More importantly when asked to evaluate what they found beneficial many said that it was talking about their experiences with colleagues which they found important;
“Being able to talk about feelings as quite often it is assumed that because we do this job we can cope with anything”
“I found it very beneficial to be able to openly express my feelings and talk about what’s had experienced”
And that what they were experiencing was normal;
“It made it clear to me what I think is normal and acceptable”
“It normalised my thoughts and feelings”
And for a lot it provided some sense of closure;
“An opportunity totals about it to the point of closure”
“Having an end to the incident as well as closure”
Providing a Service
One of the most important aspects of providing a service that involves counselling and trauma intervention is that the interventions mirror the values and work of the fire and rescue service and involves being flexible and responsive in meeting the organisations and individual’s needs. Our work, like firefighters, is also about prevention and protection served by professionals with a range of specialist skills – anything less would be potentially harmful. The service has to be able to incorporate, the worst case scenario, and act accordingly to respond quickly and effectively to restore psychological well-being as soon as possible so the firefighters can go back to saving lives.
Thus response times have to be good and in my experience when a firefighter requests psychological support they want to be seen as soon as possible. At Hammet Street Consultants, on average, firefighters are seen within three days, however this means that there is a very real threat of the firefighter being involved in another traumatic incident before being seen.

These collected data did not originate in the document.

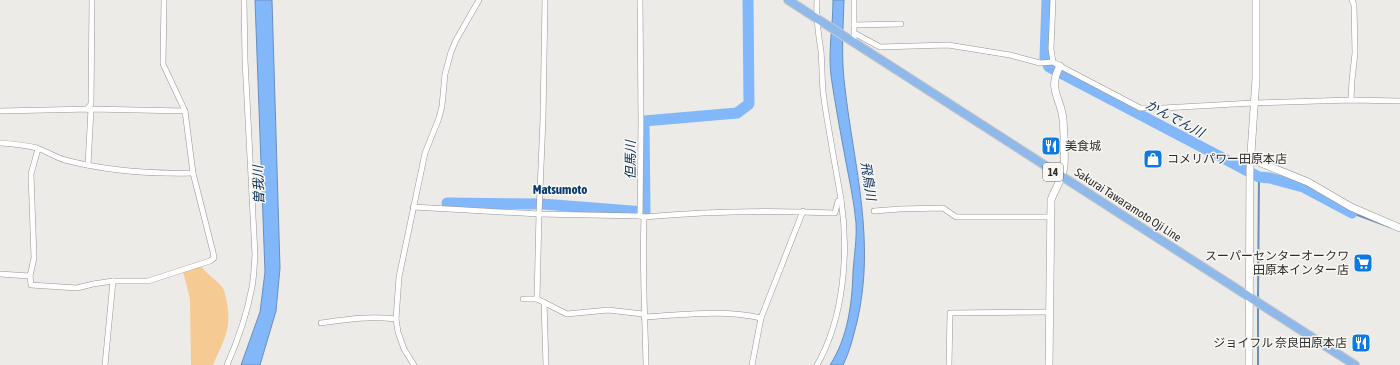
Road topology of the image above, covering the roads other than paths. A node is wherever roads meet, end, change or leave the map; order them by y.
1 (92, 0) edge
2 (164, 0) edge
3 (244, 0) edge
4 (479, 0) edge
5 (545, 0) edge
6 (640, 0) edge
7 (788, 0) edge
8 (817, 0) edge
9 (854, 0) edge
10 (1053, 0) edge
11 (1256, 0) edge
12 (1352, 0) edge
13 (816, 18) junction
14 (902, 24) dead end
15 (854, 25) junction
16 (854, 40) junction
17 (1053, 62) junction
18 (1060, 66) junction
19 (1351, 100) junction
20 (1400, 101) edge
21 (1253, 103) junction
22 (89, 109) junction
23 (0, 111) edge
24 (185, 111) junction
25 (0, 143) edge
26 (38, 149) junction
27 (1251, 159) junction
28 (88, 165) junction
29 (194, 173) junction
30 (1062, 177) junction
31 (841, 200) junction
32 (413, 207) junction
33 (874, 210) dead end
34 (803, 212) junction
35 (539, 214) junction
36 (642, 216) junction
37 (1050, 217) junction
38 (1400, 228) edge
39 (0, 274) edge
40 (30, 276) junction
41 (112, 281) junction
42 (1252, 298) junction
43 (523, 299) dead end
44 (538, 299) junction
45 (544, 302) junction
46 (1050, 312) junction
47 (643, 315) junction
48 (761, 318) junction
49 (396, 319) junction
50 (321, 323) dead end
51 (105, 365) edge
52 (227, 365) edge
53 (414, 365) edge
54 (546, 365) edge
55 (646, 365) edge
56 (752, 365) edge
57 (817, 365) edge
58 (949, 365) edge
59 (1049, 365) edge
60 (1249, 365) edge
61 (1355, 365) edge

1 - 22 street
2 - 24 street
3 - 52 street
4 - 32 street
5 - 35 street
6 - 36 street
7 - 13 main road, Sakurai Tawaramoto Oji Line / 14
8 - 13 street
9 - 15 street
10 - 17 street
11 - 21 street
12 - 19 street
13 - 16 main road, Sakurai Tawaramoto Oji Line / 14
13 - 31 street
14 - 15 street
15 - 16 street
16 - 17 street
16 - 30 main road, Sakurai Tawaramoto Oji Line / 14
17 - 18 street
18 - 21 street
18 - 30 street
19 - 20 street
19 - 21 street
21 - 27 street
22 - 23 street
22 - 24 street
22 - 28 street
24 - 29 street
25 - 26 street
26 - 28 street
26 - 40 street
27 - 38 street
27 - 42 street
28 - 29 street
29 - 41 street
30 - 37 street
30 - 42 main road, Sakurai Tawaramoto Oji Line / 14
31 - 34 street
31 - 57 street
32 - 35 street
32 - 49 street
33 - 37 street
34 - 36 street
34 - 48 street
35 - 36 street
35 - 44 street
36 - 47 street
37 - 46 street
39 - 40 street
40 - 41 street
41 - 51 street
42 - 60 street
42 - 61 main road, Sakurai Tawaramoto Oji Line / 14
43 - 44 street
44 - 45 street
45 - 47 street
45 - 54 street
46 - 58 street
46 - 59 street
47 - 48 street
47 - 55 street
48 - 56 street
49 - 50 street
49 - 53 street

It’s important that a service has therapists who are qualified, experienced and have continual supervision and Continual Professional Development to update their skills. Services need to be delivered in line with current guidelines; National Institute for Clinical Excellence, 2005 – Eye Movement Desensitisation and Reprocessing (EMDR) – trauma focused Cognitive Behavioural Therapy (CBT) and if necessary links with other professionals involved in the psychological care of the individual.
Due to the nature of PTSD and the percentage of sufferers who go on to manage their symptoms through substance abuse, alcohol abuse or other addictions it is vitally important to have specialist in this area as part of the team. If they do not have the skills required then they have to have referral routes in place which means the person can be quickly referred to someone who can help.

References
Durkin, J. & Bekerian, D. A., 2002. Psychological Resilience to Stress in Firefighters, London: Psychology Department, University of East London.
National Institute for Clinical Excellence, 2005. Clinical Guidance 26. London: National Health Service.
1 The former Somerset Fire and Rescue Service combined with Devon Fire and Rescue Service in 2007.